So I built a runtime to fix that.
The problem
If you use Claude Code, Copilot, or Codex, you've probably created Agent Skills, those SKILL.md files that tell the AI what to do.
I had a bunch of them. But they were stuck. I couldn't plug them into a product, trigger them from a webhook, or let any service call them with a POST request.
Each skill was trapped inside the tool that created it.
What I wanted
take a SKILL.md → get a POST /run endpoint
No new framework to learn. No infrastructure to set up. Just point at a skill, configure the model, and deploy.
What I built
Skrun, an open-source runtime that takes Agent Skills and turns them into callable APIs.
skrun init --from-skill ./my-existing-skill
# reads SKILL.md, generates agent.yaml
skrun deploy
# validates, builds, pushes
# → POST http://localhost:4000/api/agents/dev/my-skill/run
Then you call it:
curl -X POST http://localhost:4000/api/agents/dev/code-review/run \
-H "Authorization: Bearer dev-token" \
-H "Content-Type: application/json" \
-d '{"input": {"code": "function add(a,b) { return a + b; }"}}'
{
"status": "completed",
"output": {
"score": 60,
"issues": [
{"severity": "warning", "description": "Use const instead of var"}
],
"review": "Lacks error handling..."
}
}
Multi-model
You pick the provider in agent.yaml, not in your code. Anthropic, OpenAI, Google, Mistral, Groq. If one fails, it falls back to the next.
model:
provider: google
name: gemini-2.5-flash
fallback:
provider: openai
name: gpt-4o
Tool calling
Two approaches.
You can bundle your own CLI tools with the agent. Create a scripts/ directory, write whatever you want (shell, Node, Python), declare them in agent.yaml:
tools:
- name: eslint_check
script: scripts/eslint-check.sh
description: "Run ESLint on JavaScript code"
The LLM calls the tool when it needs to. Skrun executes the script, returns the result. Your agent can run a linter, query a database, call an internal API.

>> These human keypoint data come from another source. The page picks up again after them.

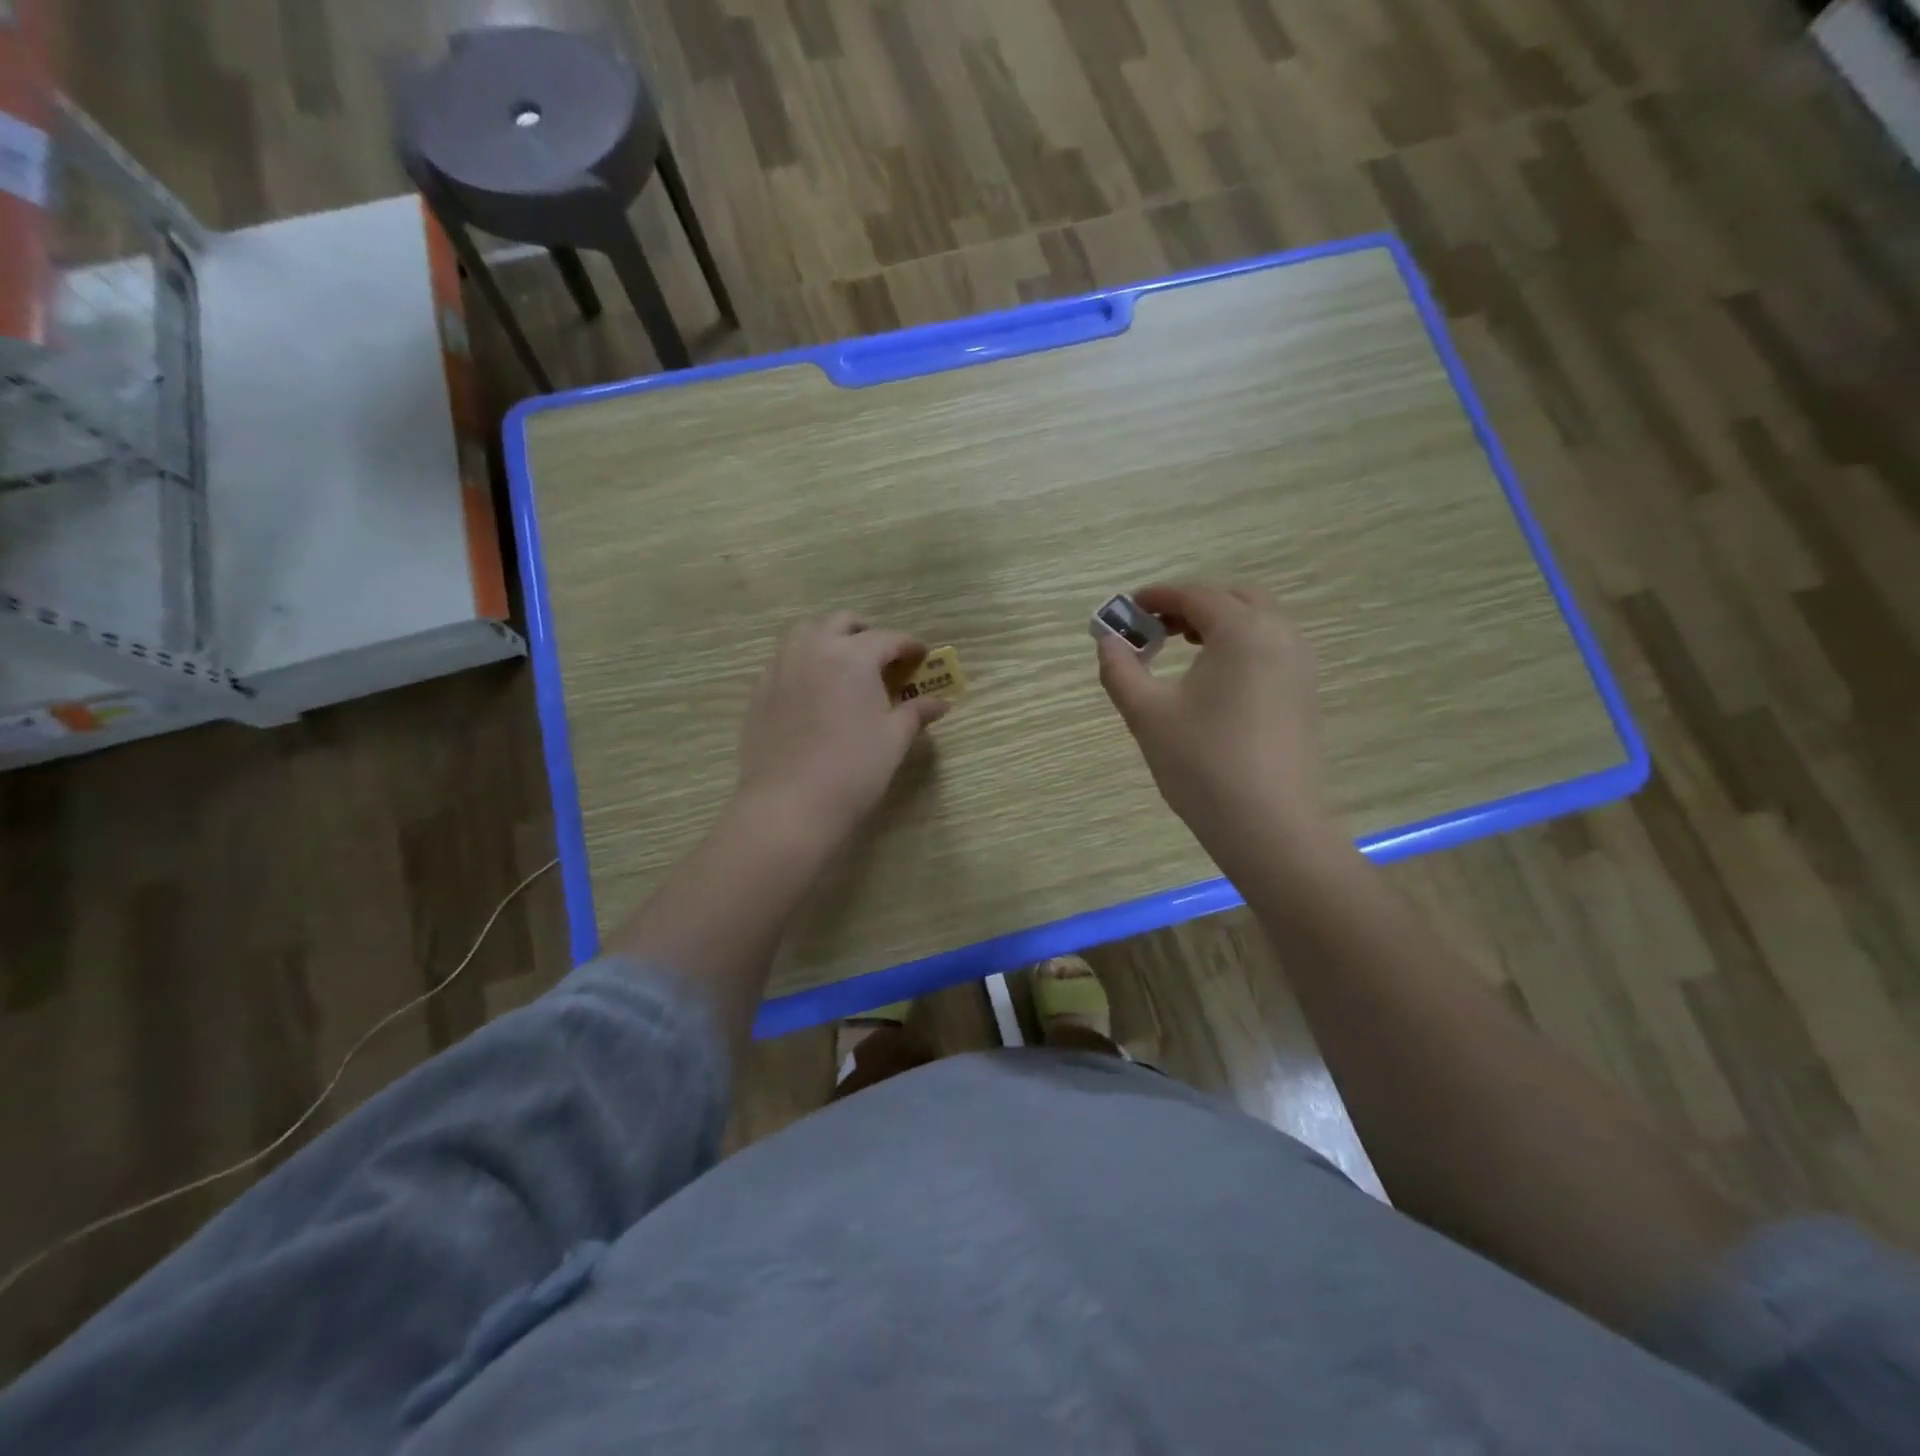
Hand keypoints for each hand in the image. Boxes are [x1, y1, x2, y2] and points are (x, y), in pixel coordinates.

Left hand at [735, 612, 948, 842]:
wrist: (789, 805)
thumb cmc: (853, 769)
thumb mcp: (893, 739)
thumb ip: (916, 713)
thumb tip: (941, 702)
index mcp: (852, 656)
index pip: (888, 638)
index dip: (910, 646)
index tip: (922, 658)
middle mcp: (813, 649)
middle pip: (841, 623)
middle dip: (866, 633)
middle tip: (883, 659)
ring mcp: (781, 668)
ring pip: (806, 633)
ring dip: (830, 640)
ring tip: (846, 668)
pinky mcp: (760, 691)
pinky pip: (785, 660)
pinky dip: (805, 662)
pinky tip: (816, 691)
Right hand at [1096, 583, 1334, 854]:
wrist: (1269, 825)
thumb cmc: (1202, 763)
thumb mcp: (1147, 714)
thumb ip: (1120, 669)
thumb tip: (1106, 641)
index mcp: (1242, 630)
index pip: (1196, 595)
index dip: (1157, 596)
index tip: (1127, 609)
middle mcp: (1280, 635)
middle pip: (1234, 598)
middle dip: (1192, 604)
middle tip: (1156, 627)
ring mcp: (1300, 664)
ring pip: (1257, 621)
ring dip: (1218, 622)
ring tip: (1181, 648)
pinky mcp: (1305, 693)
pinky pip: (1271, 647)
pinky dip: (1240, 645)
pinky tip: (1214, 679)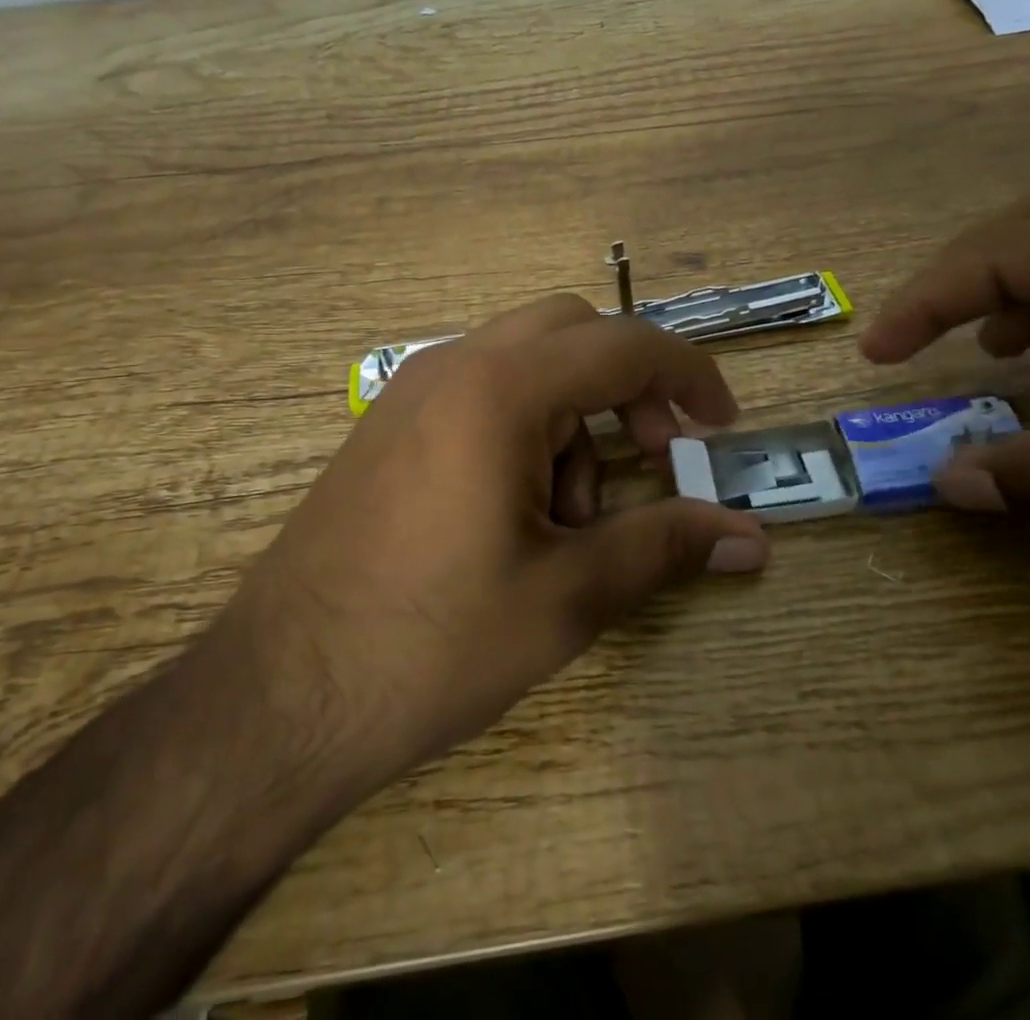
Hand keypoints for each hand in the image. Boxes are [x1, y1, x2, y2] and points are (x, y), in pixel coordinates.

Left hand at [205, 294, 768, 794]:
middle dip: (629, 385)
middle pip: (573, 333)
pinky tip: (519, 509)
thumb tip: (752, 538)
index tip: (722, 426)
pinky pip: (484, 390)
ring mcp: (413, 390)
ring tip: (571, 514)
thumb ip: (665, 547)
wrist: (277, 697)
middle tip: (653, 458)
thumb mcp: (565, 597)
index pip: (625, 345)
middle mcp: (454, 365)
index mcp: (500, 389)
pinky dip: (528, 424)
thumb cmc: (430, 644)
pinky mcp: (391, 423)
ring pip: (528, 362)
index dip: (689, 376)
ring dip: (575, 414)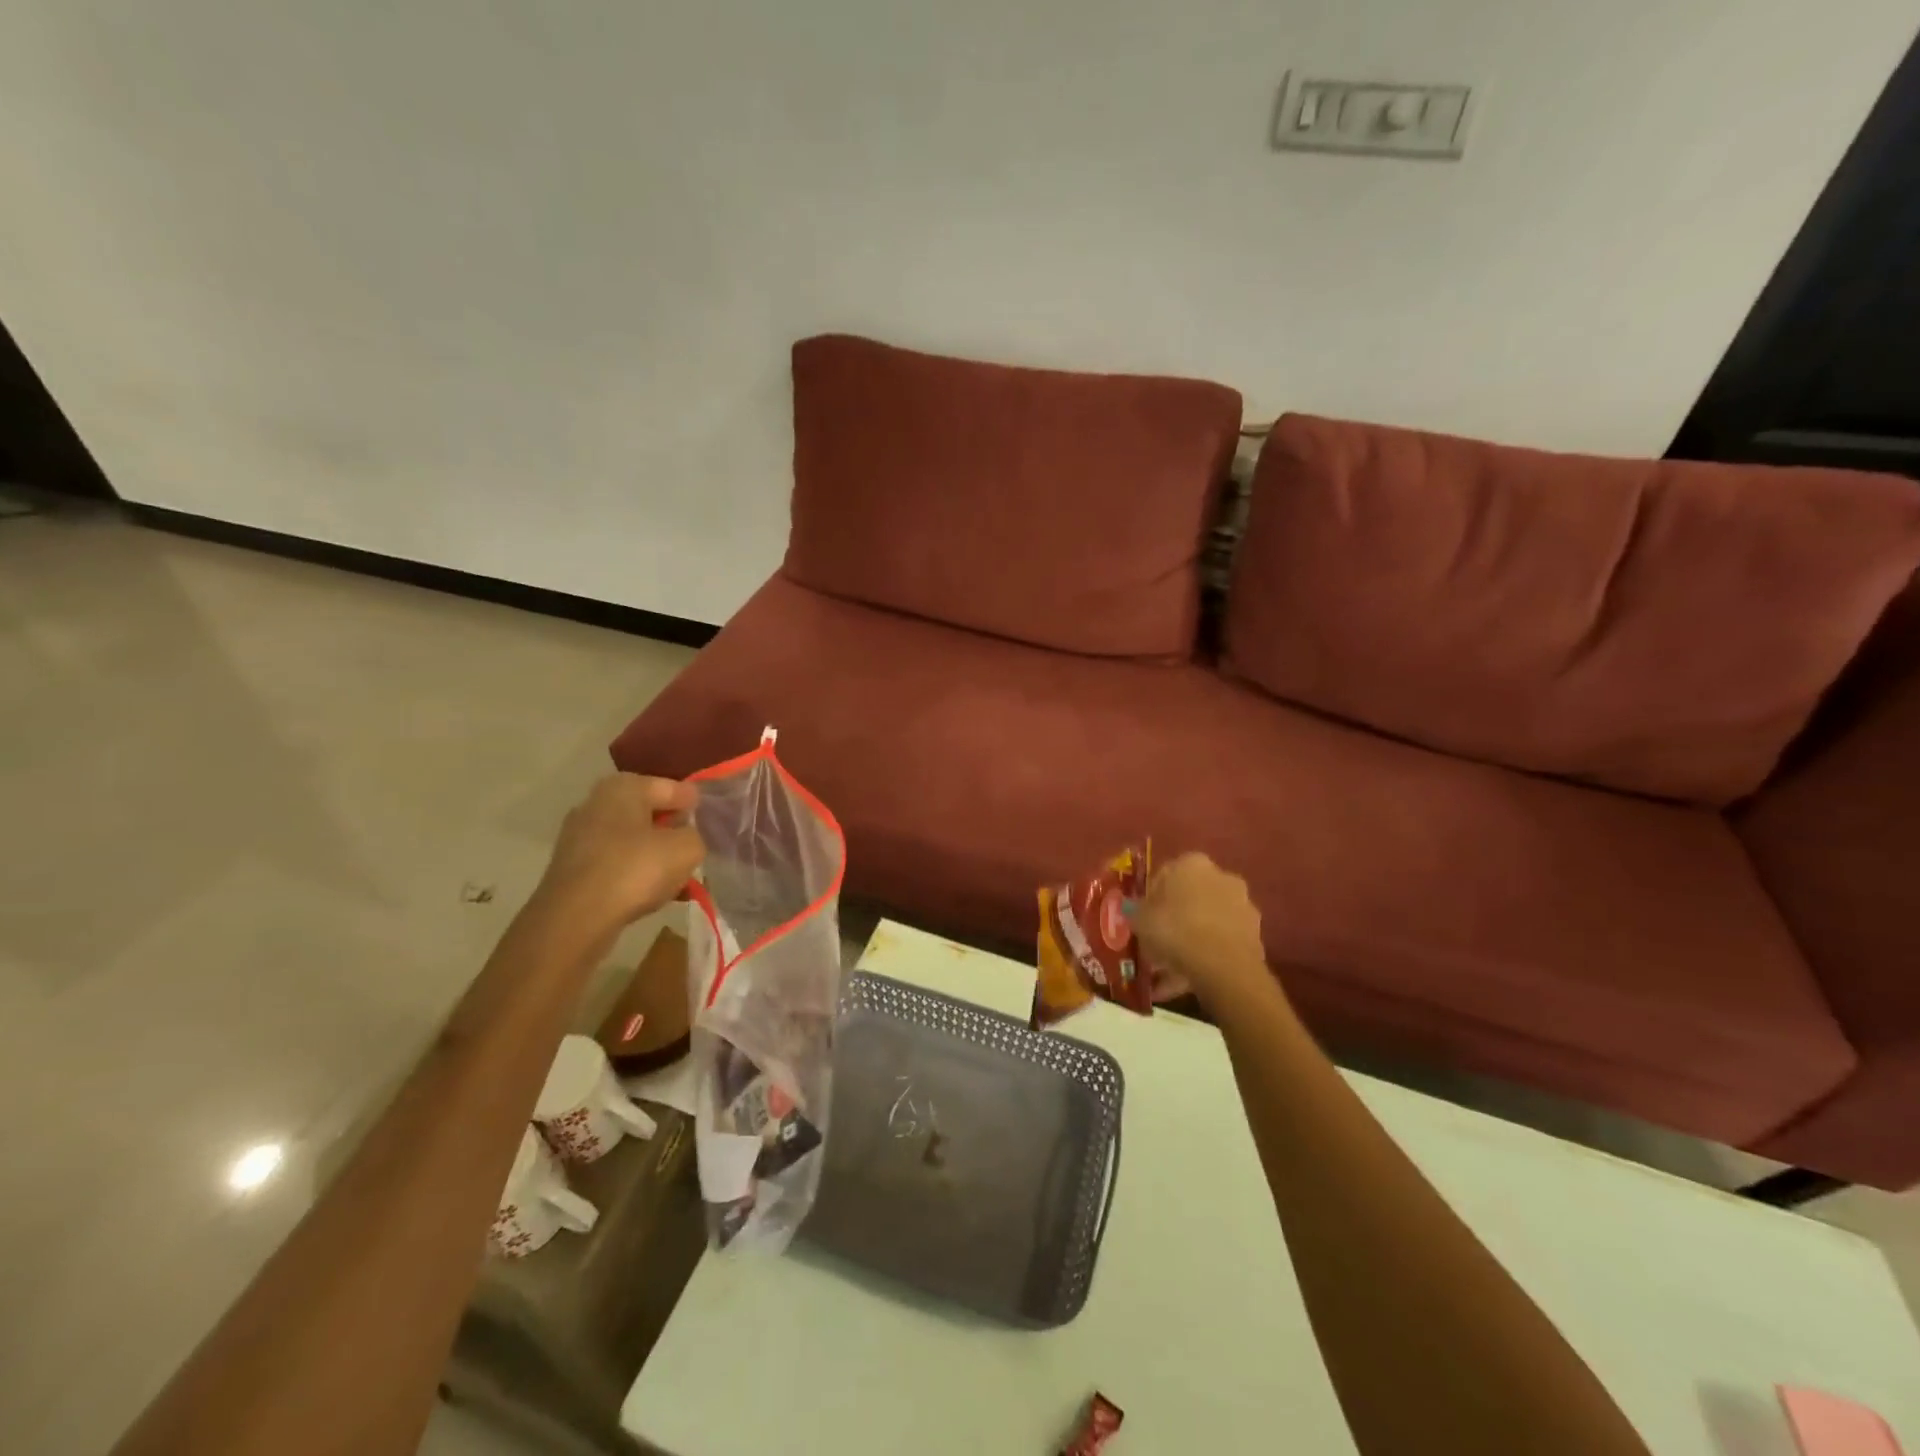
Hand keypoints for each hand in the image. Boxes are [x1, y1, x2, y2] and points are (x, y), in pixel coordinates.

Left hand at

Or use MCP servers. Any MCP server from the npm ecosystem works via npx:
mcp_servers:
- name: browser
transport: stdio
command: npx
args: ["-y", "@playwright/mcp", "--headless"]
Stateful
Agents can persist key-value state across runs. Run the same agent twice, it remembers what happened last time.
Roadmap
v0.1 runs on a local registry server. Next up:
Cloud deploy (the architecture has a RuntimeAdapter interface ready for sandboxed VMs), caller-provided API keys, streaming responses, and a hub to discover and share agents.
The numbers
4 packages (@skrun-dev/schema, cli, runtime, api), 10 CLI commands, 154 tests, 6 demo agents, MIT license.
Try it
npm install -g @skrun-dev/cli
git clone https://github.com/skrun-dev/skrun.git
cd skrun && pnpm install && pnpm build
Set a Google API key in .env, start the registry (pnpm dev:registry), and follow the "Try an example" section in the README.
I'd love feedback on:
The agent.yaml format (does the I/O contract make sense?), the skill import flow, and what agents you'd build with this.
Top comments (3)
This solves a problem I've been bumping into. I've built 14 Claude Skills (SKILL.md + reference files packaged as .skill files) and they're all stuck in the "only works inside Claude" box. Being able to expose them as POST endpoints would open up a lot of integration possibilities — triggering a skill from a webhook, chaining skills together, or building lightweight UIs on top of them.
The multi-model fallback in agent.yaml is a smart design choice. I've had provider outages kill scheduled workflows before, and having that fallback baked into the config rather than handled in application code is way cleaner.
The
skrun init --from-skillflow is exactly what matters here — zero friction to go from an existing SKILL.md to a deployed endpoint. Curious about the stateful agent persistence: is the key-value store local or is there a plan for something like SQLite/Redis backing so it survives container restarts in the cloud deploy phase?Following the repo — excited to see where the cloud runtime and agent hub go.
Thanks! Right now the state store is in-memory so it doesn't survive restarts. For the cloud version it'll be backed by a persistent store. The good thing is it's behind a StateStore interface so it's easy to swap backends.
Smart move abstracting behind an interface early — that's the kind of decision that pays off massively once you need to support SQLite for local dev and something like Redis or Postgres for production. The swap-ability is exactly what makes this production-ready vs. a weekend prototype. Looking forward to the cloud version.